▸ **DIRECTIONS**
Across the entries below, count the lines that contain the word "arct" and reply with that number only.

▸ **Stored items**
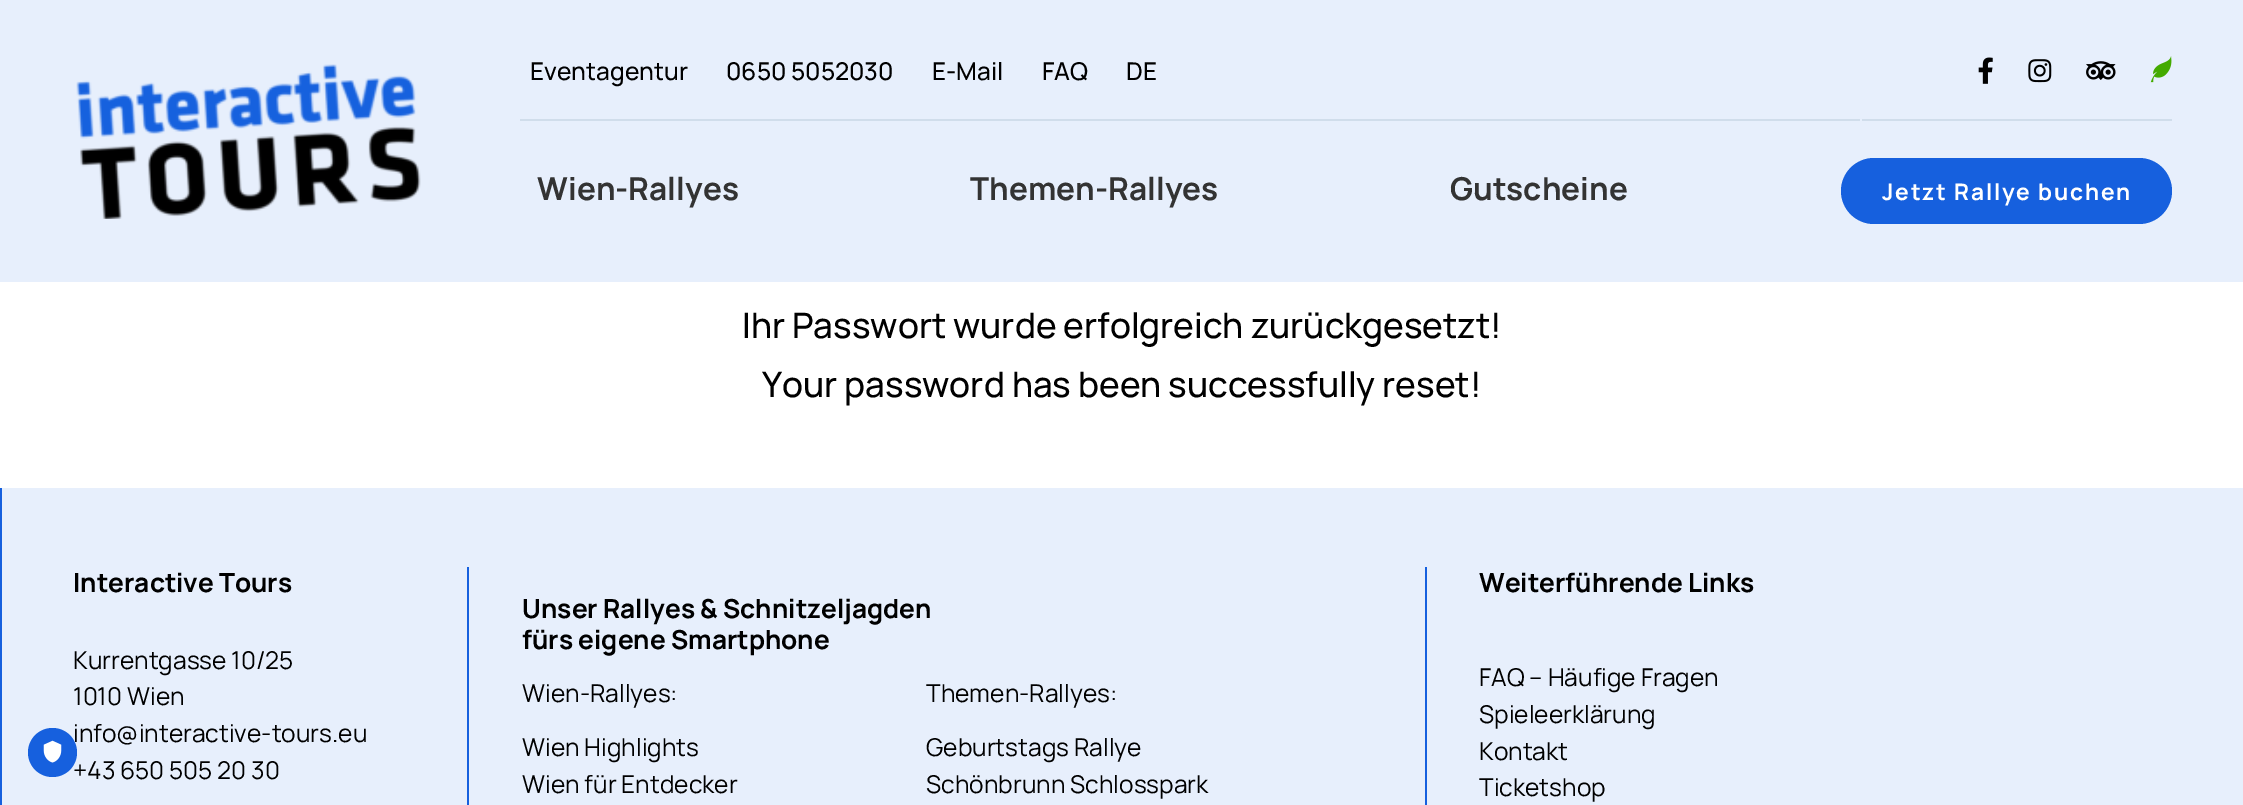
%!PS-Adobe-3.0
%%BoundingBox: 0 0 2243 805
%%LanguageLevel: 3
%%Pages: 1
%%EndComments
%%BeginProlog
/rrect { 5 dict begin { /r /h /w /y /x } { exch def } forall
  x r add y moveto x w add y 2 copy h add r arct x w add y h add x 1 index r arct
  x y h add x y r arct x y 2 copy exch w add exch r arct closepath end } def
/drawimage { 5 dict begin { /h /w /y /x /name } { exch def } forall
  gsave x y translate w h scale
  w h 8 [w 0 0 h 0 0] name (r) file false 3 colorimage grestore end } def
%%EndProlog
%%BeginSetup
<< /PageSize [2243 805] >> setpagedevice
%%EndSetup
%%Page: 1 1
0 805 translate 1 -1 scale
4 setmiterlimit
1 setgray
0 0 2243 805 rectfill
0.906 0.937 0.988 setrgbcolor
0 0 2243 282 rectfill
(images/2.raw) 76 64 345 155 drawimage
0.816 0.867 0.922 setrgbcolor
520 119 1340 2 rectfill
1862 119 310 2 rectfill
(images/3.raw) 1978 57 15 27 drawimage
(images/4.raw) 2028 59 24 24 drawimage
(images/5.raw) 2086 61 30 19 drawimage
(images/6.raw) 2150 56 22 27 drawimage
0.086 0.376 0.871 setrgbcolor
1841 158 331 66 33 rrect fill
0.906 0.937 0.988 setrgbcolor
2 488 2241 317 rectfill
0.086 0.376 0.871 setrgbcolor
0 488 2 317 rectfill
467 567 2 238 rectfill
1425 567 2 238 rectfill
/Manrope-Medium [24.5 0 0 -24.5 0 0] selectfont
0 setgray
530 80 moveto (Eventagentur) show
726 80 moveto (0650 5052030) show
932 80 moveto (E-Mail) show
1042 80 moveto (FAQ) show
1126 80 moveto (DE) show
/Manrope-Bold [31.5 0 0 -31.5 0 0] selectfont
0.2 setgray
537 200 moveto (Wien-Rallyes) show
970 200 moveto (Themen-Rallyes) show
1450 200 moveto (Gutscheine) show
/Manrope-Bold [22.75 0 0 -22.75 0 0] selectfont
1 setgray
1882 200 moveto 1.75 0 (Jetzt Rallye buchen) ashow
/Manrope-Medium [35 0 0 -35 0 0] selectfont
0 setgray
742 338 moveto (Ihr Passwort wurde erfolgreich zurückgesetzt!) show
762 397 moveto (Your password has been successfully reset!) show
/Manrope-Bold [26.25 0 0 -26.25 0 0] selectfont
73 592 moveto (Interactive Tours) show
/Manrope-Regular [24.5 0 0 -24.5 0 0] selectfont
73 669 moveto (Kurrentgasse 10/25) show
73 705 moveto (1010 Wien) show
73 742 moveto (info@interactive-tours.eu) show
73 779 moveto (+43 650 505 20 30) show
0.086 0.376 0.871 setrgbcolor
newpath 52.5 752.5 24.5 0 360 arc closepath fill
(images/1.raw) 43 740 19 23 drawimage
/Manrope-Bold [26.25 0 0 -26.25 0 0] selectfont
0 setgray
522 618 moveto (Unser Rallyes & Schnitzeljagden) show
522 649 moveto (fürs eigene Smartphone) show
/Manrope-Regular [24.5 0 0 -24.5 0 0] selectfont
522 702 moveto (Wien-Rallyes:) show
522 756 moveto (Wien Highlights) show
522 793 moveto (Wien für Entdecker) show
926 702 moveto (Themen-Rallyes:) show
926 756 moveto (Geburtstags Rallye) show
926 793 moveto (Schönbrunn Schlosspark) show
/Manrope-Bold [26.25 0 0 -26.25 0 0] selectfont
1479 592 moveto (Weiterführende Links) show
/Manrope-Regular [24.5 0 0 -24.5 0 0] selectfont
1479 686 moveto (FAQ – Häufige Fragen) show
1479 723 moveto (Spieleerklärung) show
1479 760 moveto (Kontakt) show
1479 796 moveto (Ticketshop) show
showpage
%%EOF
==
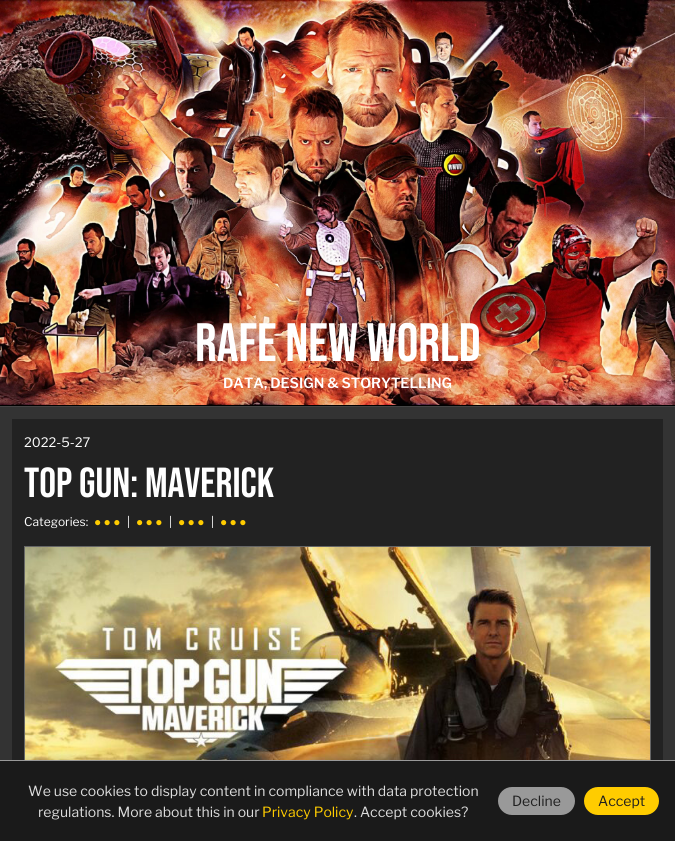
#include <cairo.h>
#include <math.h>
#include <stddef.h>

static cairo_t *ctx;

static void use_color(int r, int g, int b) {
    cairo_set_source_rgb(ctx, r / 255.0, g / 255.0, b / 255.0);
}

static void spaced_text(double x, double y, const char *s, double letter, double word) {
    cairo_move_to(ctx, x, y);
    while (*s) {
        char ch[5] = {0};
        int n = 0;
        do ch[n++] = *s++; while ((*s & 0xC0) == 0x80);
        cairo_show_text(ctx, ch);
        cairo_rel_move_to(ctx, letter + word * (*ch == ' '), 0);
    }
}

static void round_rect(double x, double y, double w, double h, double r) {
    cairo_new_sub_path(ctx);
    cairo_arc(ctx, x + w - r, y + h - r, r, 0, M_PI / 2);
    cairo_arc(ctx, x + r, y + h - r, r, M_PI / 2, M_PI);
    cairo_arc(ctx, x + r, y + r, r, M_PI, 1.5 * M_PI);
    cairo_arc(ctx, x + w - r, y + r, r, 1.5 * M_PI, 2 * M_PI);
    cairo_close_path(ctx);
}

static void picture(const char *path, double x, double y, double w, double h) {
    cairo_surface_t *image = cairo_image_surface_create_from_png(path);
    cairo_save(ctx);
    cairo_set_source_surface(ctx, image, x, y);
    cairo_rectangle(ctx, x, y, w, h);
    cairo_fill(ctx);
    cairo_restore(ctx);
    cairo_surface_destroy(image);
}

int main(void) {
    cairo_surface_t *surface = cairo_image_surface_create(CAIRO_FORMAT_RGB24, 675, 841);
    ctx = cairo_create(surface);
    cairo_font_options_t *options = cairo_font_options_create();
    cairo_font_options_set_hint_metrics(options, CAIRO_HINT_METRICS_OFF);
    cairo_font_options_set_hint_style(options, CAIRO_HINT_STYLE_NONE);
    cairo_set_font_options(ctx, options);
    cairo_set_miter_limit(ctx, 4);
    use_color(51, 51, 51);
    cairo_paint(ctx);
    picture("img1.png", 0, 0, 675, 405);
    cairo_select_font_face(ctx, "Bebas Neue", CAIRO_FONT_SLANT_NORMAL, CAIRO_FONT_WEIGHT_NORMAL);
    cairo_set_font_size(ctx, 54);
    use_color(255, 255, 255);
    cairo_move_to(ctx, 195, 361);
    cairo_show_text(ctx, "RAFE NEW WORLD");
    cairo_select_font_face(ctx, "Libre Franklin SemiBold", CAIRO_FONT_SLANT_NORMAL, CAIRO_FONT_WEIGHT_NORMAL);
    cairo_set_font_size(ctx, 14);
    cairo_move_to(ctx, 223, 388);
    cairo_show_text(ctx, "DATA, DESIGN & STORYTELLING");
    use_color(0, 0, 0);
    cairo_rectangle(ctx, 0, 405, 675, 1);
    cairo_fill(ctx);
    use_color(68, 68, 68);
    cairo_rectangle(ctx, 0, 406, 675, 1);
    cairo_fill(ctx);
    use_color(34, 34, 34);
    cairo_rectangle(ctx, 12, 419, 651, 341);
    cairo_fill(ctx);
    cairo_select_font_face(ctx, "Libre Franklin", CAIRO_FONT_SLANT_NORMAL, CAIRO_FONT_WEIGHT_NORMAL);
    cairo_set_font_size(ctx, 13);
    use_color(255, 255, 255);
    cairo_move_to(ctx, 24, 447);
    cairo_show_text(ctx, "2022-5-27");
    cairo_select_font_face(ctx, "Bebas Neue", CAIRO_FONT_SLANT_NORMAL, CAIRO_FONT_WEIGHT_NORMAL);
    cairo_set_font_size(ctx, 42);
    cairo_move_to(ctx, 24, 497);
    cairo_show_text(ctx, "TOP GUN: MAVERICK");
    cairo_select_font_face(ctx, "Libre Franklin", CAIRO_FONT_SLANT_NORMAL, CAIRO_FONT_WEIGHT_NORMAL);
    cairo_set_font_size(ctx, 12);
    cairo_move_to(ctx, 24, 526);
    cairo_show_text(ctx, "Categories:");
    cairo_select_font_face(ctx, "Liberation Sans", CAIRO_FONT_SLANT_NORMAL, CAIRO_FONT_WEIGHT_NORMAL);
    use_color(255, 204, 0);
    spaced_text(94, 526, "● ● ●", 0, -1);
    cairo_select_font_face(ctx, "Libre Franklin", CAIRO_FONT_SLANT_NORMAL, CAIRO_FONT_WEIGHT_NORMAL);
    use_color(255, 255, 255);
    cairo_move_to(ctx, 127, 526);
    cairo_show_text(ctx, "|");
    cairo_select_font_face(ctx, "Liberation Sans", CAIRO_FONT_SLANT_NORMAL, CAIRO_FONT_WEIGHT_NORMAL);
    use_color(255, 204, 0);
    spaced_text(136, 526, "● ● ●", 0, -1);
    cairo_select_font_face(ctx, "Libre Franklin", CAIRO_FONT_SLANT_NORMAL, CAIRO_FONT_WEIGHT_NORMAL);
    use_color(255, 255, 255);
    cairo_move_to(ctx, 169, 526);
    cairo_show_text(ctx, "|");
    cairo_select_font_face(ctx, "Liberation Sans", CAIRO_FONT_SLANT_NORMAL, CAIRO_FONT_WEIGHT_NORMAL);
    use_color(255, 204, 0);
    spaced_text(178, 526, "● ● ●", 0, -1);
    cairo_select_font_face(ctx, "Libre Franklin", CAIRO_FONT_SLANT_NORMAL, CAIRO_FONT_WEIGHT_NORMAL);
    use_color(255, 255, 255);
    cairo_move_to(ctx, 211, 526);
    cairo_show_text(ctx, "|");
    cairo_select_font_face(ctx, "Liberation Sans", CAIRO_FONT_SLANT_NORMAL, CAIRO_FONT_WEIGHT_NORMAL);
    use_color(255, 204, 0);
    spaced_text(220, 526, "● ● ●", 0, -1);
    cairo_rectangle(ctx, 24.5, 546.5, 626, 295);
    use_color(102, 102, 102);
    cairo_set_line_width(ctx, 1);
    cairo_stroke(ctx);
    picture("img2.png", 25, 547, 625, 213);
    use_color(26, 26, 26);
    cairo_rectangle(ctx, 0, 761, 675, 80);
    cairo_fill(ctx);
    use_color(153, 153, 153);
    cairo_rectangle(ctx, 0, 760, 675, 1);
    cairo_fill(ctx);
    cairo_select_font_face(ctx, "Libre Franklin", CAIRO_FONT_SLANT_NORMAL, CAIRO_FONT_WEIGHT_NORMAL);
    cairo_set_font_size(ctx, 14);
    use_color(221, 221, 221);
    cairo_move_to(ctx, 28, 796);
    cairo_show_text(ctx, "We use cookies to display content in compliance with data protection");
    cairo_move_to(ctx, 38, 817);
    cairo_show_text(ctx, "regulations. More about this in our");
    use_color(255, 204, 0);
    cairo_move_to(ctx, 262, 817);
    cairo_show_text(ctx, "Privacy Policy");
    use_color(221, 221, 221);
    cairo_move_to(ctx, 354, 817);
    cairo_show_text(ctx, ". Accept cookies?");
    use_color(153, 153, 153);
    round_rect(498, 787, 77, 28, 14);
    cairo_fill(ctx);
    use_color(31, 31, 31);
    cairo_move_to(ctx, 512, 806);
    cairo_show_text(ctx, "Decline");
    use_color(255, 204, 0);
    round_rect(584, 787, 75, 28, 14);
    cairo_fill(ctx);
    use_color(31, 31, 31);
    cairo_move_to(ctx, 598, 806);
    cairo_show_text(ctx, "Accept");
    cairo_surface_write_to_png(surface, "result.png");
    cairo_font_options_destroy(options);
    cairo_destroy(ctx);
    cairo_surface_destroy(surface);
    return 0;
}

▸ **RESPONSE FOR THIS EXERCISE**
2